伊藤さんのお話から感じたのは、千葉工業大学さんには、職員さんのやる気を刺激する風土や制度が充実しているな、と言うことです。
例えばインタビューの1話目では、退学者対策のために当時の学長からの「初年次教育を重視する」と言う方針が発表され、懇親会的なものが中心だった入学時のオリエンテーションが、教務管轄になってより教育的なプログラムに変更されていったことが語られました。その流れから、より授業的なものを考えられる先生に対して「友達をつくれるように自己紹介も含めた和気あいあいとした作業も組み込んでください」などの要望を出しておられます。その依頼は、職員さんたちで行った推薦入学者に対する取り組みの手応えに基づいたもののようでした。2話目では、外部業者の様々な取組みを先生方に紹介しアドバイスされたり、他学科の取り組みを紹介して取り組みの改善を促されている様子も伺えました。そして3話目では、職員から積極的に働きかける風土をより促進さえるような「ダブルメジャー」と言う制度のお話も伺いました。それらのお話を通して、職員さんの自発性がとても高い組織だな、と感じました。
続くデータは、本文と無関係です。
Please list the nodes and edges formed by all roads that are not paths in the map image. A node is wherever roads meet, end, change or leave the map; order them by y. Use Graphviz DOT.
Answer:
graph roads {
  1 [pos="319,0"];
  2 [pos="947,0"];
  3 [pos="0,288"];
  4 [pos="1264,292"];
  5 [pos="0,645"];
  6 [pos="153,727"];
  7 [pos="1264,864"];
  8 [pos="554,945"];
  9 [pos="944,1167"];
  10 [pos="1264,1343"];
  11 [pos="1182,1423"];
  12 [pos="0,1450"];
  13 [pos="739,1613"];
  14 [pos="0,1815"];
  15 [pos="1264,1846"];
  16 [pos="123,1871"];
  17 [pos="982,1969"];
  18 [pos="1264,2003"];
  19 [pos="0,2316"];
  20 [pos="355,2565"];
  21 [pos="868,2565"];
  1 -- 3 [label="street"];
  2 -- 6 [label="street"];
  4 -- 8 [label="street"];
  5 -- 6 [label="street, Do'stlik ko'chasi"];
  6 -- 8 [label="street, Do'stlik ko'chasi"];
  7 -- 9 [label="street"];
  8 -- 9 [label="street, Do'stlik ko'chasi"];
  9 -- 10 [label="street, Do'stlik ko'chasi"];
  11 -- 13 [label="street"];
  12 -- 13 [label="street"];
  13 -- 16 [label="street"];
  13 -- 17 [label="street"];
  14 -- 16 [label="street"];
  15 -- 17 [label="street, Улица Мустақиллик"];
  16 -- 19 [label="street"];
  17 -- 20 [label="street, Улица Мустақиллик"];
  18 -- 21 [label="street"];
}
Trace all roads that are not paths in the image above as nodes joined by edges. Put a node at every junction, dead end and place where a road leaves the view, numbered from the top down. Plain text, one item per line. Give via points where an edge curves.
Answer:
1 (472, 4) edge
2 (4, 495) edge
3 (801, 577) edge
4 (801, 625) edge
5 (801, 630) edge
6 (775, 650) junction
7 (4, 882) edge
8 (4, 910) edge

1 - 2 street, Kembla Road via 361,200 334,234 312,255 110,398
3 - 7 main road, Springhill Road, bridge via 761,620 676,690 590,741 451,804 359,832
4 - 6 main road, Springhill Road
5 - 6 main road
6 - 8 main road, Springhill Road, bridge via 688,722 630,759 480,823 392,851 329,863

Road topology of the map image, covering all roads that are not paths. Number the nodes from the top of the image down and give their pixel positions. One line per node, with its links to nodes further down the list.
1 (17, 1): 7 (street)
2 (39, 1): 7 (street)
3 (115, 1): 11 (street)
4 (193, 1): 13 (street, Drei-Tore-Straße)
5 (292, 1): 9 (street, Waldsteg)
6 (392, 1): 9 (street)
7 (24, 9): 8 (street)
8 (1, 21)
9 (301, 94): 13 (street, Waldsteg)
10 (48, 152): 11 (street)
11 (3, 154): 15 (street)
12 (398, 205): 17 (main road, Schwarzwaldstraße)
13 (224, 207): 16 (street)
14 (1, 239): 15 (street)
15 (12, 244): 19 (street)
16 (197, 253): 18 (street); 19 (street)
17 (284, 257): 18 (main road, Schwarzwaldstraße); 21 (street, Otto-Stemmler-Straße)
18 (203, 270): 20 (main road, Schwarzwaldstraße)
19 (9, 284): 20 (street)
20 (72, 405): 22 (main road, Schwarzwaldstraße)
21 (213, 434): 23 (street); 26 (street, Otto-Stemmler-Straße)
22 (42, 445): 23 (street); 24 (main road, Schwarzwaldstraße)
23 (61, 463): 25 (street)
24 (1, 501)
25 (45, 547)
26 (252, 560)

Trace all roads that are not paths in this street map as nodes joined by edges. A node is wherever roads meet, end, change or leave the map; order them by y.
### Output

そう言った自発性の高い組織は、誰もが作りたいと思っておられることと思います。そのための制度を色々と考えておられる方もいらっしゃることでしょう。しかし組織開発の観点から言うと、制度を充実させることも大切ですが、その制度が機能する風土があるかどうか、と言うこともより大切な気がします。風土とは、なかなか目に見えないものですし、当事者にとっては当たり前のことなので感じ取りにくいものなのかもしれません。我々が携わっている組織開発の一つのテーマは、組織の風土を明らかにしていく(=組織の構成員が自覚できるようにしていく)と言うことです。皆さんの組織風土はどのようなものですか。どこからそう感じられますか。